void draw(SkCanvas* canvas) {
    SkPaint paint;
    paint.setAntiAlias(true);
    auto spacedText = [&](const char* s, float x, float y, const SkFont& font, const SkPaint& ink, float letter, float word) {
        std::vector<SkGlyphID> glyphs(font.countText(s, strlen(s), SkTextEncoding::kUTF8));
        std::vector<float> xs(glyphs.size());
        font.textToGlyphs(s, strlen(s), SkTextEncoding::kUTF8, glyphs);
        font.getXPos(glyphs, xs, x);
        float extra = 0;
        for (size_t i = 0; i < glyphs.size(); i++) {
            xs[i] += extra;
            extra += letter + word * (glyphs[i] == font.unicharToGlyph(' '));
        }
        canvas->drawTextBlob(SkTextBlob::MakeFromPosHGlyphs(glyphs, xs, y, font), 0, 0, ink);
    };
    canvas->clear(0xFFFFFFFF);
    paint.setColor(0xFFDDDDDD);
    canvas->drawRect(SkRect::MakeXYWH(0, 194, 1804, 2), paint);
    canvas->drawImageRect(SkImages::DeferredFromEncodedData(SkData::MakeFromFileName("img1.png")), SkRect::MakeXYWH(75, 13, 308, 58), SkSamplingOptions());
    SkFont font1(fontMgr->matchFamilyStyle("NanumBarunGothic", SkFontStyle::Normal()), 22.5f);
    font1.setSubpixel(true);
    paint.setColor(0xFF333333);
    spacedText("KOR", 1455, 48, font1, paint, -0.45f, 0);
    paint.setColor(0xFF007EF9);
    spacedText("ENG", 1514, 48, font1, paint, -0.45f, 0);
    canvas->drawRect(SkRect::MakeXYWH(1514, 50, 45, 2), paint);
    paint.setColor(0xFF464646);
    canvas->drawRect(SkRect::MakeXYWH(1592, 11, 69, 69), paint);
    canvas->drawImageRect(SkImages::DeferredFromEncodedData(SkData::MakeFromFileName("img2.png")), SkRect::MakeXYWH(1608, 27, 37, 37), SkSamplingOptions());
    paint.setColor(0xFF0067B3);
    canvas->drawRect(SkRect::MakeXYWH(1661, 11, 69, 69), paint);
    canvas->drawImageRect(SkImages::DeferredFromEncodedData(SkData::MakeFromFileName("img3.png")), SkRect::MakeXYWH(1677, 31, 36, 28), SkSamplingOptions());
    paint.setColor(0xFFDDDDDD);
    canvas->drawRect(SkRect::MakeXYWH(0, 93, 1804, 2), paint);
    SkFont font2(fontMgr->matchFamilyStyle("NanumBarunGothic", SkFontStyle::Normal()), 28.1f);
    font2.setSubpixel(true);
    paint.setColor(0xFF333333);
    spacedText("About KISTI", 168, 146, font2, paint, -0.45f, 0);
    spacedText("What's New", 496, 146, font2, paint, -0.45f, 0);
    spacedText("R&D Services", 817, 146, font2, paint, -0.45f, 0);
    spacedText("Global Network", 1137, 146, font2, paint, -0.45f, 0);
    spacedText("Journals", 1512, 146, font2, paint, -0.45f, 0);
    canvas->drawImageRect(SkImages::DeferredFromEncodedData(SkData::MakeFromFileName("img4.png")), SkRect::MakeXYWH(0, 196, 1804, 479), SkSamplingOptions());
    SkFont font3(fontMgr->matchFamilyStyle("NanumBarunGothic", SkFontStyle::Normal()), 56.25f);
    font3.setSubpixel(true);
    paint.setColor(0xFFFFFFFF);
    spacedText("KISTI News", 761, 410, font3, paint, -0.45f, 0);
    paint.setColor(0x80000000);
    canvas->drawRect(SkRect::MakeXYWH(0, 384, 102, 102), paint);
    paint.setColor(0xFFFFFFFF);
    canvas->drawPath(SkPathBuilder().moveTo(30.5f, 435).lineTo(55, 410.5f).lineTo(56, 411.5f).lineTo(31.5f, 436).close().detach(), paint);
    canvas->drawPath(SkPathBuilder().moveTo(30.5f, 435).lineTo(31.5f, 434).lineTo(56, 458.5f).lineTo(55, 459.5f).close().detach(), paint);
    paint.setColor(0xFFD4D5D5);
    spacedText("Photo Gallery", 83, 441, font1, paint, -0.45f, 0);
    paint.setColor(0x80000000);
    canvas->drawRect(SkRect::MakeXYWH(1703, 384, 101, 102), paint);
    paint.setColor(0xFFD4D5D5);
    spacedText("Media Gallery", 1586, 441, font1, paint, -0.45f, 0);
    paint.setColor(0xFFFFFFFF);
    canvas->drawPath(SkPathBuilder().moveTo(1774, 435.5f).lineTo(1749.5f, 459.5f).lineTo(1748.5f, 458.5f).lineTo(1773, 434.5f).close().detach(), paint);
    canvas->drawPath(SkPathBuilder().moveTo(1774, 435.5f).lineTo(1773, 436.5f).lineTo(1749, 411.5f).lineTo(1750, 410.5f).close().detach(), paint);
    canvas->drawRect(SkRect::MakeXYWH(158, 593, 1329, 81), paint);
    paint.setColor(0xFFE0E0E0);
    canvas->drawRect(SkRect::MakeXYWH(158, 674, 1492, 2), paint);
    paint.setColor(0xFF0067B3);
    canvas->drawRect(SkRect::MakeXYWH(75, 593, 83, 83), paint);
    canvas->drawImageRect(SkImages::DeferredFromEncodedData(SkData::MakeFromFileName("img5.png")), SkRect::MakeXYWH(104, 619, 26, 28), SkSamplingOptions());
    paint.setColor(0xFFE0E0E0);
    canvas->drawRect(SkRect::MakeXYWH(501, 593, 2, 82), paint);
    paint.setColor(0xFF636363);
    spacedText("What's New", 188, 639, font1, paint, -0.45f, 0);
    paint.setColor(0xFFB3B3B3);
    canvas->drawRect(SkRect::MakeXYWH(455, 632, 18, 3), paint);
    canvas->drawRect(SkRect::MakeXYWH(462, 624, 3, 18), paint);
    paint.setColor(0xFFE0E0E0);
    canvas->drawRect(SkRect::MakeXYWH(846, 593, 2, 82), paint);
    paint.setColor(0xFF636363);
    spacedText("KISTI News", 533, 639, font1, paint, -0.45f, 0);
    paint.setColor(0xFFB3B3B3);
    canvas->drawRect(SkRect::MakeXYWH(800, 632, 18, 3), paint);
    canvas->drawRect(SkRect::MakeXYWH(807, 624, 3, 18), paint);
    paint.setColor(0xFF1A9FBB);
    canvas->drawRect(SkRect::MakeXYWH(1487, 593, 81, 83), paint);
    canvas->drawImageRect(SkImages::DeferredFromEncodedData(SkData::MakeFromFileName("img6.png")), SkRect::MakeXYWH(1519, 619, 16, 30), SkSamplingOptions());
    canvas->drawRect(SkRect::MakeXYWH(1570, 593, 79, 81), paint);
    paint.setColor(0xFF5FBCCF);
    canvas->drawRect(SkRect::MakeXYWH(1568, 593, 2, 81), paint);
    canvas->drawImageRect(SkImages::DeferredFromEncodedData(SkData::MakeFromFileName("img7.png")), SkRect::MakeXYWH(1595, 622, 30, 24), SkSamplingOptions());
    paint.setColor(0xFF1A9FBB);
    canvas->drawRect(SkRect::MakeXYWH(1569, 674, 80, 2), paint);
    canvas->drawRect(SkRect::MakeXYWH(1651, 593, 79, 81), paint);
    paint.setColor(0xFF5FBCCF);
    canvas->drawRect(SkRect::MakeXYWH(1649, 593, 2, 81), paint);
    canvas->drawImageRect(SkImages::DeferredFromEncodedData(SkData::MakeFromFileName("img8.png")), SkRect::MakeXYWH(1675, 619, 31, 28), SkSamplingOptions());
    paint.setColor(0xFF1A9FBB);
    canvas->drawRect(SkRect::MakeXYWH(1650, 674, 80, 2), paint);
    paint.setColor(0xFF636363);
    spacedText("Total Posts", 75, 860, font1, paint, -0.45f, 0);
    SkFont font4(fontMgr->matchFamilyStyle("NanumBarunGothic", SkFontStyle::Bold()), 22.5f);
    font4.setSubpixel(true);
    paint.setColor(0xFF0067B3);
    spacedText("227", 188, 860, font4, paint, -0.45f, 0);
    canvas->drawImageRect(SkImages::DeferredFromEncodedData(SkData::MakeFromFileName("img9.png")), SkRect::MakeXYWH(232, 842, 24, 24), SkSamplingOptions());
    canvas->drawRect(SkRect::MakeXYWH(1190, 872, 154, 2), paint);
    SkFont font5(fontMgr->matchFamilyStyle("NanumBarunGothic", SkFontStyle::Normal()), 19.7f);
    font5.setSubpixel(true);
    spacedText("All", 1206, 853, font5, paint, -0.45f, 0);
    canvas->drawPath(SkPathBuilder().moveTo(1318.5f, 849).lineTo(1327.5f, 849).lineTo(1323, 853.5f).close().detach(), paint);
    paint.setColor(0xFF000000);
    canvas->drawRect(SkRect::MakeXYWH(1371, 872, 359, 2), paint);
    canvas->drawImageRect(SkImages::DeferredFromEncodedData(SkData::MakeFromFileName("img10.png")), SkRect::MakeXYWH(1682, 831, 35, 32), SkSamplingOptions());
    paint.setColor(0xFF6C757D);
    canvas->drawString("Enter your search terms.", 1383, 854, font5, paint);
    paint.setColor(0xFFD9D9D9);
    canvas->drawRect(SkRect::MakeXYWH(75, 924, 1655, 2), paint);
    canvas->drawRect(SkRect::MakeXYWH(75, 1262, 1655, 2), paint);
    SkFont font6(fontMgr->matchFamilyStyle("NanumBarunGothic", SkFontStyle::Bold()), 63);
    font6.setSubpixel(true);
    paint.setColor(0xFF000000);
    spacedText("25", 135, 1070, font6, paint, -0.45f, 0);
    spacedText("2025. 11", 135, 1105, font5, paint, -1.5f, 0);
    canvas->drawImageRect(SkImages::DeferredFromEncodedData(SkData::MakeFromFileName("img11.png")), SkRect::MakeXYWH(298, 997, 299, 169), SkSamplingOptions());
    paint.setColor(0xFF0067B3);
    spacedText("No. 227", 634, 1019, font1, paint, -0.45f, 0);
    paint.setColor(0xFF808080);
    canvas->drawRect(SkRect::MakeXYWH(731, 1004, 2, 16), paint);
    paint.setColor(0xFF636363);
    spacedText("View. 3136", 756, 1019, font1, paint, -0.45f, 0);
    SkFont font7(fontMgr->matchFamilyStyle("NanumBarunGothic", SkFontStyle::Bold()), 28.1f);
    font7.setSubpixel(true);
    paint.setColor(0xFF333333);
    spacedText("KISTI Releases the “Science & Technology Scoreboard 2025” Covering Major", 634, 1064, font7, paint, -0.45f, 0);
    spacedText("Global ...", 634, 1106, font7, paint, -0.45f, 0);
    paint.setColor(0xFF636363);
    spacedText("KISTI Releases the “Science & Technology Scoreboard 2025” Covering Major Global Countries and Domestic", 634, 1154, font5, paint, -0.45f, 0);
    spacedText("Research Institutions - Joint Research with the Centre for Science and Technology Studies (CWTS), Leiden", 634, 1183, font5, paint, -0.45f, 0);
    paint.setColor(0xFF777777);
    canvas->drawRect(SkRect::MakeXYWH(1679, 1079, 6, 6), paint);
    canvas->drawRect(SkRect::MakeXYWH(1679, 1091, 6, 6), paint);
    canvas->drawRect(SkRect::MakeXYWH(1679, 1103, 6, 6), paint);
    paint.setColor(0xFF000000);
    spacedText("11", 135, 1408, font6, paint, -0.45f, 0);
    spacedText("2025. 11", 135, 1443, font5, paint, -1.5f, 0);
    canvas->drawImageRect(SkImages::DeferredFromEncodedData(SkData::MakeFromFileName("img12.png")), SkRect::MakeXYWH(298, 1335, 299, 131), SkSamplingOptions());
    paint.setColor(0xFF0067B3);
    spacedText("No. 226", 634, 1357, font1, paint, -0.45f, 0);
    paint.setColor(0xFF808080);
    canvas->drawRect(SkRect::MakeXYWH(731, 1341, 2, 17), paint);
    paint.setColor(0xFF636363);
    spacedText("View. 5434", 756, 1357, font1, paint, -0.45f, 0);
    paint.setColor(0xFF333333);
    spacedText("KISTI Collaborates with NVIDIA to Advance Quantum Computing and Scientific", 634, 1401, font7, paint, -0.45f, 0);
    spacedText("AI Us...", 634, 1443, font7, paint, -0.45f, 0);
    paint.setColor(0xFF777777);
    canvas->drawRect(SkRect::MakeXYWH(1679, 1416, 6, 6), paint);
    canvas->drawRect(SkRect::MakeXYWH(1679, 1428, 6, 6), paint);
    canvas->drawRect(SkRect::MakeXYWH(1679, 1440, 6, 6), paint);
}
-=-=-=-=-
### Activity
Only a number is wanted here. How many lines in the material contain "word"?

### Solution
2